On how many lines of these entries does the word "meet" occur? State the number alone.

(SUPPLIED INFORMATION)

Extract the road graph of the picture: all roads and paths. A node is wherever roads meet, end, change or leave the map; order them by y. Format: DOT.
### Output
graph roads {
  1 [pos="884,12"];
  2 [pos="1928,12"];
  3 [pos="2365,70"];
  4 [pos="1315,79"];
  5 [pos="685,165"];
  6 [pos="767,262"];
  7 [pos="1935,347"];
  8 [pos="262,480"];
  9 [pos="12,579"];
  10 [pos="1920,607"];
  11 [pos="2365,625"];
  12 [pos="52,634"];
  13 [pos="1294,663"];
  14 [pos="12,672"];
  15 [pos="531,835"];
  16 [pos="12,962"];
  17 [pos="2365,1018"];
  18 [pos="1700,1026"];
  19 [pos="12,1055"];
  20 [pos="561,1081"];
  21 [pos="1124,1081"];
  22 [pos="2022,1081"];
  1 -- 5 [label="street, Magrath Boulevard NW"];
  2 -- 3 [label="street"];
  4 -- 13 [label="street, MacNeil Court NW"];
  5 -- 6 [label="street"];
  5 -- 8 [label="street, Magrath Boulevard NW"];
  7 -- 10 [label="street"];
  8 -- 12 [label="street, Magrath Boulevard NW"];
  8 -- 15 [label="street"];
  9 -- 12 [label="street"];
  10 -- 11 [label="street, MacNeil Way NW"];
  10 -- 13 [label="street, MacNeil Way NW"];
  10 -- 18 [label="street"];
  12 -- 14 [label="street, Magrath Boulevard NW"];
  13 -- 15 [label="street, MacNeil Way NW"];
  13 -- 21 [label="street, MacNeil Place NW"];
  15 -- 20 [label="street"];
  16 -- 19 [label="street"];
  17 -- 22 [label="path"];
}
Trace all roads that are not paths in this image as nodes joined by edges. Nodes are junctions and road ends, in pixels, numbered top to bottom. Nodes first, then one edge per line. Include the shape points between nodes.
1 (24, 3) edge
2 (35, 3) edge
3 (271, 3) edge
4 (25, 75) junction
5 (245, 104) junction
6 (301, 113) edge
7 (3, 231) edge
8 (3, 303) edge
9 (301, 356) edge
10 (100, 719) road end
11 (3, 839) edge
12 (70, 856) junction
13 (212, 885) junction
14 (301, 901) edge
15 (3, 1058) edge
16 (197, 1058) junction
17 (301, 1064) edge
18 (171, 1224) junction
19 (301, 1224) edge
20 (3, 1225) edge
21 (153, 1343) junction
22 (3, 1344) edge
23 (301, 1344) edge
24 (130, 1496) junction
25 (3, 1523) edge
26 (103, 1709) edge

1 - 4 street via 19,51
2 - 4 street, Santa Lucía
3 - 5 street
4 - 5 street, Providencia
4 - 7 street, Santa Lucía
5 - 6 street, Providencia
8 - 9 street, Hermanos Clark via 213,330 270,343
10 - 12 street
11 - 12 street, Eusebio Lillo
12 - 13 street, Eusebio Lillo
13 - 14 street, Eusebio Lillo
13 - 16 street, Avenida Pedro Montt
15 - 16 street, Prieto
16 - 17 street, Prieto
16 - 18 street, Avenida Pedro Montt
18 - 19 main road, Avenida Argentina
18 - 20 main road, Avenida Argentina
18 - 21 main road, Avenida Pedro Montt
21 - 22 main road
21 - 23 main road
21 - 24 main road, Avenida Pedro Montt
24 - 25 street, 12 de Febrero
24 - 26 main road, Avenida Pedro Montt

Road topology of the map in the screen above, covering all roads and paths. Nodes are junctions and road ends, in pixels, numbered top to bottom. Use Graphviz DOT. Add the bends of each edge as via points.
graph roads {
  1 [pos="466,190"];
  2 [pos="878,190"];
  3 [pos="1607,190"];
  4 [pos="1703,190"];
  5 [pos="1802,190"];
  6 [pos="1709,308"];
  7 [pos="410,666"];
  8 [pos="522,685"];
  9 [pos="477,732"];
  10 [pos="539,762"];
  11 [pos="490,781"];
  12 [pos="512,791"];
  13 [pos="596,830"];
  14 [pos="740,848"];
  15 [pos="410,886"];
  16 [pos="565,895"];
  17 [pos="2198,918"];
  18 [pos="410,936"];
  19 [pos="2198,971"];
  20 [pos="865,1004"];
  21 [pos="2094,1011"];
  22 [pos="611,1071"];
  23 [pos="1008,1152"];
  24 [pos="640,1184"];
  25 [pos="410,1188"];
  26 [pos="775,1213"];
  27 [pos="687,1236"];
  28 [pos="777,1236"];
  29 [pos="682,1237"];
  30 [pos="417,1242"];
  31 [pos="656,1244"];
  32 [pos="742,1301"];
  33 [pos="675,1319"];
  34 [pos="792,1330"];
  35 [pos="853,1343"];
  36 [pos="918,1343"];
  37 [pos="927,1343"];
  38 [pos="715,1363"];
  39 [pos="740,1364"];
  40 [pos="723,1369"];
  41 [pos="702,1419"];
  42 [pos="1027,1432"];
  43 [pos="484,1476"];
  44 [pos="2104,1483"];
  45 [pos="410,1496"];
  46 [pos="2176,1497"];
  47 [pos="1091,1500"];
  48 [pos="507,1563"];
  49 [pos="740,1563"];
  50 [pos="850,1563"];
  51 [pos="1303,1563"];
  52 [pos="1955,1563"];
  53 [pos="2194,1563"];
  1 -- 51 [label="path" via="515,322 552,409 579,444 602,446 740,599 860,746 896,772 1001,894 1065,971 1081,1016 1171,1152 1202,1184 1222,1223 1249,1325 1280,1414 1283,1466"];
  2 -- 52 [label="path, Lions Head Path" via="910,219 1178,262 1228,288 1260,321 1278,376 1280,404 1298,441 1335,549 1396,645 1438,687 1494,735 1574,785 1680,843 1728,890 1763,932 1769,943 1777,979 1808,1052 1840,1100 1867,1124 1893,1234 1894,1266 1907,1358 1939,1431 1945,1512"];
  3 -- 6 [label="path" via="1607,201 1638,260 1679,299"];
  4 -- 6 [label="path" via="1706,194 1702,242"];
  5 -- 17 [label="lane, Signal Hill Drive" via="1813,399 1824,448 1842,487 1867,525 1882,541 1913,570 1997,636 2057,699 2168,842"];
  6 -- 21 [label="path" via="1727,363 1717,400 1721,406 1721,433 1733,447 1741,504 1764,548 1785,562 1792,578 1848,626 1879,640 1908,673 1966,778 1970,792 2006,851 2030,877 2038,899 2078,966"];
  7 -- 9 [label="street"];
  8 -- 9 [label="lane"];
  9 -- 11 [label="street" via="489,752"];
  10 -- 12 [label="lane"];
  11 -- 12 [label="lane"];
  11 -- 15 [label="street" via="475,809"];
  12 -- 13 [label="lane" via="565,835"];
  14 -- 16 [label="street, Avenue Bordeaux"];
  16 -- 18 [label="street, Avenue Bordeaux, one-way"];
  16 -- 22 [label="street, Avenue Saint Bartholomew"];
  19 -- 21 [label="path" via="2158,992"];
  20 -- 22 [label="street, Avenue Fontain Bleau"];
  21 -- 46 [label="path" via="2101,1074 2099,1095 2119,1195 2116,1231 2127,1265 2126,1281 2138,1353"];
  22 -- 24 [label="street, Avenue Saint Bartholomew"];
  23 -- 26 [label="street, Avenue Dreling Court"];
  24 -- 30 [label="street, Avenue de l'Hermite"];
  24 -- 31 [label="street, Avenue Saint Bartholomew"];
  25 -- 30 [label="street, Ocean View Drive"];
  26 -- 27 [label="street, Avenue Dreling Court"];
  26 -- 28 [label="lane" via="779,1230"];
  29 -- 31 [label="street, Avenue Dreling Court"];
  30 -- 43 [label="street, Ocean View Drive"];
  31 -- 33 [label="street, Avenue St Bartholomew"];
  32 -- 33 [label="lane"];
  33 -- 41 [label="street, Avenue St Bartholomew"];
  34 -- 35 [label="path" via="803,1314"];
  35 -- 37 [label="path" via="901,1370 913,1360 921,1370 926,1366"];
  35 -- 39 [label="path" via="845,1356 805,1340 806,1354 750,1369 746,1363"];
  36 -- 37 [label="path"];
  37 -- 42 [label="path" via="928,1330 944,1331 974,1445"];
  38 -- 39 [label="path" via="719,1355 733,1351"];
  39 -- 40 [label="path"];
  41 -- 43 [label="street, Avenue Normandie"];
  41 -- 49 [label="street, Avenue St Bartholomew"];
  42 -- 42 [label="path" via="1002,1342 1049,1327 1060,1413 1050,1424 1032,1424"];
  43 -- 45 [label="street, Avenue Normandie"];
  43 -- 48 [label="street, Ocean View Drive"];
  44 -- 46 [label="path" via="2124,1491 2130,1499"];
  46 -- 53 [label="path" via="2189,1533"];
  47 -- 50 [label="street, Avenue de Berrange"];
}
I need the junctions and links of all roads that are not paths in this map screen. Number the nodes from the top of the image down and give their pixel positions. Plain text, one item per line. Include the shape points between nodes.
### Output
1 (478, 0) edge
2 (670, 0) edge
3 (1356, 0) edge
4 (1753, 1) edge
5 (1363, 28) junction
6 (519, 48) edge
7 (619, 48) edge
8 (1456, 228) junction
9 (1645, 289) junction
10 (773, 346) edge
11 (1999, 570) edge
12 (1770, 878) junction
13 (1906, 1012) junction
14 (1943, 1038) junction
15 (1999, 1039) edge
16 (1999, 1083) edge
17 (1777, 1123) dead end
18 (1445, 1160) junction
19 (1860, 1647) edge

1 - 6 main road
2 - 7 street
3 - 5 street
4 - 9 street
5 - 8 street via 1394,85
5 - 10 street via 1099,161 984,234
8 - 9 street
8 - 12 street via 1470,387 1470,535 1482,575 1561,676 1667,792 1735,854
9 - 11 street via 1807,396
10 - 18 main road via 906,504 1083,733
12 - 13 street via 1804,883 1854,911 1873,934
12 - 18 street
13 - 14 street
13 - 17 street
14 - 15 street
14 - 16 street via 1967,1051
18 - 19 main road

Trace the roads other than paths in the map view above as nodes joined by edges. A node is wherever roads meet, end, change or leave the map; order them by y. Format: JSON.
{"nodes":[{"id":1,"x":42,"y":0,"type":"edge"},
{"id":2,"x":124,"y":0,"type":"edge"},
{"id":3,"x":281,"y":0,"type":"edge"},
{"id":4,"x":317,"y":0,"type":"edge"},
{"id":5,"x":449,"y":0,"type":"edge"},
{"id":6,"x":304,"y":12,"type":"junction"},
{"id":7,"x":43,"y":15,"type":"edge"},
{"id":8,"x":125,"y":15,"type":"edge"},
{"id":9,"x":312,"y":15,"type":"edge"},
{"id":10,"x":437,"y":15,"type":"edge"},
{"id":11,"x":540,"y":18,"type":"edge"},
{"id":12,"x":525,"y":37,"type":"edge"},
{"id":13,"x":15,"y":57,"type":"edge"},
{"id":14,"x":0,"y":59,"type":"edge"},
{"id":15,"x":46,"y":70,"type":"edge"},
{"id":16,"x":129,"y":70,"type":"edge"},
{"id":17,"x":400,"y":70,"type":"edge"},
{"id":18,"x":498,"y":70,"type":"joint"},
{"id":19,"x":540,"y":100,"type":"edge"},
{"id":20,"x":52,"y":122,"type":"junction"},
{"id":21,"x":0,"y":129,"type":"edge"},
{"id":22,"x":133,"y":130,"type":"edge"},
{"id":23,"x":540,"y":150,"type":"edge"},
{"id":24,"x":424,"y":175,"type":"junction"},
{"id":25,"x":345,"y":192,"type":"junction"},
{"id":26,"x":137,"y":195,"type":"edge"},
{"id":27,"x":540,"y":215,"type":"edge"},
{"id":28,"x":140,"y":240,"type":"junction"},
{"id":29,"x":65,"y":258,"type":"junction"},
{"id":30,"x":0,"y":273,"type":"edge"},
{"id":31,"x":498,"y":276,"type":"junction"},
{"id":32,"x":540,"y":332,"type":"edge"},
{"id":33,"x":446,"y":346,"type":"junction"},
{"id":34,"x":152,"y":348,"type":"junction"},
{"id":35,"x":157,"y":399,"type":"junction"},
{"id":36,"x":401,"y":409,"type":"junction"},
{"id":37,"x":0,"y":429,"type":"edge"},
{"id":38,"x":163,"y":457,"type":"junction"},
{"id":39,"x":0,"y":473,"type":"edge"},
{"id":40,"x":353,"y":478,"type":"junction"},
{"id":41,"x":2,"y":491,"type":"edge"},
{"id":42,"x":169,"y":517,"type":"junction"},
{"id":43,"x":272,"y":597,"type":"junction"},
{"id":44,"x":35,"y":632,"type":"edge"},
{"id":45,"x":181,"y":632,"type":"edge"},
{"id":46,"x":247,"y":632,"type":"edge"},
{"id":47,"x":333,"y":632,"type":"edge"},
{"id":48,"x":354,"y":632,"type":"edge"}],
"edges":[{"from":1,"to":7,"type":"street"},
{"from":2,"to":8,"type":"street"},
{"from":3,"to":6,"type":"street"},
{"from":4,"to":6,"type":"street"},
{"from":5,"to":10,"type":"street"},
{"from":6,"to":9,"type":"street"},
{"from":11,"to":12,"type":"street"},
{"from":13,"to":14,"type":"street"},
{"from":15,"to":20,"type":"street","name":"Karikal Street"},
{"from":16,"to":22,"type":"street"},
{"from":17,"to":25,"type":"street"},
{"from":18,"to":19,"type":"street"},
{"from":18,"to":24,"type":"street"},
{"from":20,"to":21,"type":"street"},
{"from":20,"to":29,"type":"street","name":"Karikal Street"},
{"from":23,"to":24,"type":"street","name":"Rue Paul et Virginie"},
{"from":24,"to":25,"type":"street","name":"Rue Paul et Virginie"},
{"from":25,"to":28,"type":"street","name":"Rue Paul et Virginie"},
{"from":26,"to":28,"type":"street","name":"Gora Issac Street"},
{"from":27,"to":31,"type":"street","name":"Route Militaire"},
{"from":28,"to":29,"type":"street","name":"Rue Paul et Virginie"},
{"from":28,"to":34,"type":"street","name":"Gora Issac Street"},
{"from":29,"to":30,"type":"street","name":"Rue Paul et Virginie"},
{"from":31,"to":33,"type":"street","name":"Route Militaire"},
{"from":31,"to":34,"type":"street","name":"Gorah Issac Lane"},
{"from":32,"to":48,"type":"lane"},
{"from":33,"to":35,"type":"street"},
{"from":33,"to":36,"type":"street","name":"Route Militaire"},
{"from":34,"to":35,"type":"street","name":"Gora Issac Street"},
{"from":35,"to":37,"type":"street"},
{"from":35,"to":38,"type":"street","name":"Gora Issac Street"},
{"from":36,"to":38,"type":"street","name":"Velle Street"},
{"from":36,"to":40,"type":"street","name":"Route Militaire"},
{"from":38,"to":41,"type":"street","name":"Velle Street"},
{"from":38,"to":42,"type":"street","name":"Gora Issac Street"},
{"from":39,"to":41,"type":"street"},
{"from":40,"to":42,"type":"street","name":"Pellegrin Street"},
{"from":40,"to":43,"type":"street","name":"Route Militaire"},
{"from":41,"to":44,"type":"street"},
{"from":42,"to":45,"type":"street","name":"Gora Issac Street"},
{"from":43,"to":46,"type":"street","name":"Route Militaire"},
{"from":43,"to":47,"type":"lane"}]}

(End SUPPLIED INFORMATION)

TASK RESULT: 2